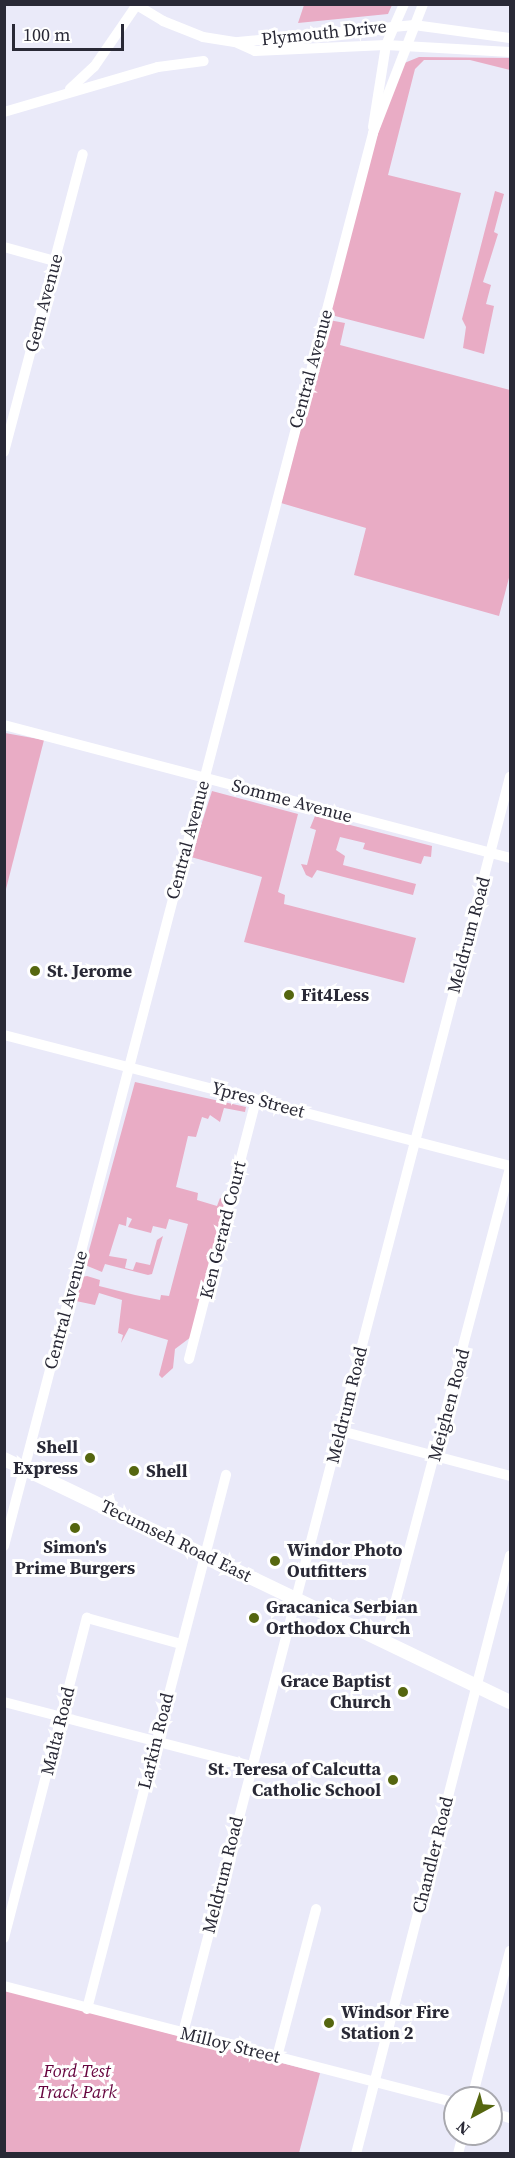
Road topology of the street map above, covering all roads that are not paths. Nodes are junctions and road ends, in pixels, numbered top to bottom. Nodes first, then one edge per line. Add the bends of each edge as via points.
1 (404, 4) edge
2 (423, 4) edge
3 (135, 5) edge
4 (414, 25) junction
5 (393, 26) junction
6 (510, 38) edge
7 (235, 42) junction
8 (386, 45) junction
9 (404, 46) junction
10 (510, 52) edge
11 (204, 61) dead end
12 (62, 94) junction
13 (4, 112) edge
14 (373, 133) junction
15 (83, 154) dead end
16 (4, 247) edge
17 (55, 261) junction
18 (9, 418) edge
19 (4, 452) edge
20 (4, 725) edge
21 (204, 777) junction
22 (510, 777) edge
23 (490, 853) junction
24 (510, 858) edge
25 (4, 1035) edge
26 (129, 1067) junction
27 (256, 1100) junction
28 (415, 1142) junction
29 (510, 1168) edge
30 (189, 1359) dead end
31 (341, 1431) junction
32 (435, 1456) junction
33 (4, 1459) edge
34 (24, 1469) junction
35 (226, 1475) dead end
36 (510, 1476) edge
37 (4, 1546) edge
38 (204, 1555) junction
39 (510, 1556) edge
40 (296, 1599) junction
41 (385, 1641) junction
42 (181, 1644) junction
43 (477, 1685) junction
44 (4, 1702) edge
45 (510, 1702) edge
46 (62, 1717) junction
47 (156, 1741) junction
48 (252, 1766) junction
49 (316, 1909) dead end
50 (4, 1938) edge
51 (510, 1951) edge
52 (4, 1986) edge
53 (87, 2008) junction
54 (183, 2033) junction
55 (277, 2057) junction
56 (374, 2082) junction
57 (475, 2086) edge
58 (443, 2100) edge
59 (356, 2154) edge

1 - 5 street, Central Avenue
2 - 4 street, Central Avenue
3 - 7 street, Plymouth Drive via 203,37
3 - 12 street via 94,68
4 - 5 street, Plymouth Drive
4 - 6 street, Plymouth Drive
4 - 9 street, Central Avenue
5 - 7 street, Plymouth Drive
5 - 8 street, Central Avenue
7 - 8 street, Plymouth Drive via 271,53
8 - 9 street, Plymouth Drive
8 - 14 street, Central Avenue
9 - 10 street, Plymouth Drive
9 - 14 street, Central Avenue
11 - 12 street via 158,67
12 - 13 street
14 - 21 street, Central Avenue
15 - 17 street, Gem Avenue
16 - 17 street
17 - 18 street, Gem Avenue
18 - 19 street, Gem Avenue
20 - 21 street, Somme Avenue
21 - 23 street, Somme Avenue
21 - 26 street, Central Avenue
22 - 23 street, Meldrum Road
23 - 24 street, Somme Avenue
23 - 28 street, Meldrum Road
25 - 26 street, Ypres Street
26 - 27 street, Ypres Street
26 - 34 street, Central Avenue
27 - 28 street, Ypres Street
27 - 30 street, Ken Gerard Court
28 - 29 street, Ypres Street
28 - 31 street, Meldrum Road
29 - 32 street, Meighen Road
31 - 32 street
31 - 40 street, Meldrum Road
32 - 36 street
32 - 41 street, Meighen Road
33 - 34 main road, Tecumseh Road East
34 - 37 street, Central Avenue
34 - 38 main road, Tecumseh Road East
35 - 38 street, Larkin Road
38 - 40 main road, Tecumseh Road East
38 - 42 street, Larkin Road
39 - 43 street, Chandler Road
40 - 41 main road, Tecumseh Road East
40 - 48 street, Meldrum Road
41 - 43 main road, Tecumseh Road East
42 - 46 street, Malta Road via 87,1618
42 - 47 street, Larkin Road
43 - 45 main road, Tecumseh Road East
43 - 56 street, Chandler Road
44 - 46 street
46 - 47 street
46 - 50 street, Malta Road
47 - 48 street
47 - 53 street, Larkin Road
48 - 54 street, Meldrum Road
49 - 55 street
51 - 57 street
52 - 53 street, Milloy Street
53 - 54 street, Milloy Street
54 - 55 street, Milloy Street
55 - 56 street, Milloy Street
56 - 58 street, Milloy Street
56 - 59 street, Chandler Road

━━━

# Your objective:
Gather every line from the entries above where the word "Milloy" appears, and copy them.

# Written solution:
52 - 53 street, Milloy Street
53 - 54 street, Milloy Street
54 - 55 street, Milloy Street
55 - 56 street, Milloy Street
56 - 58 street, Milloy Street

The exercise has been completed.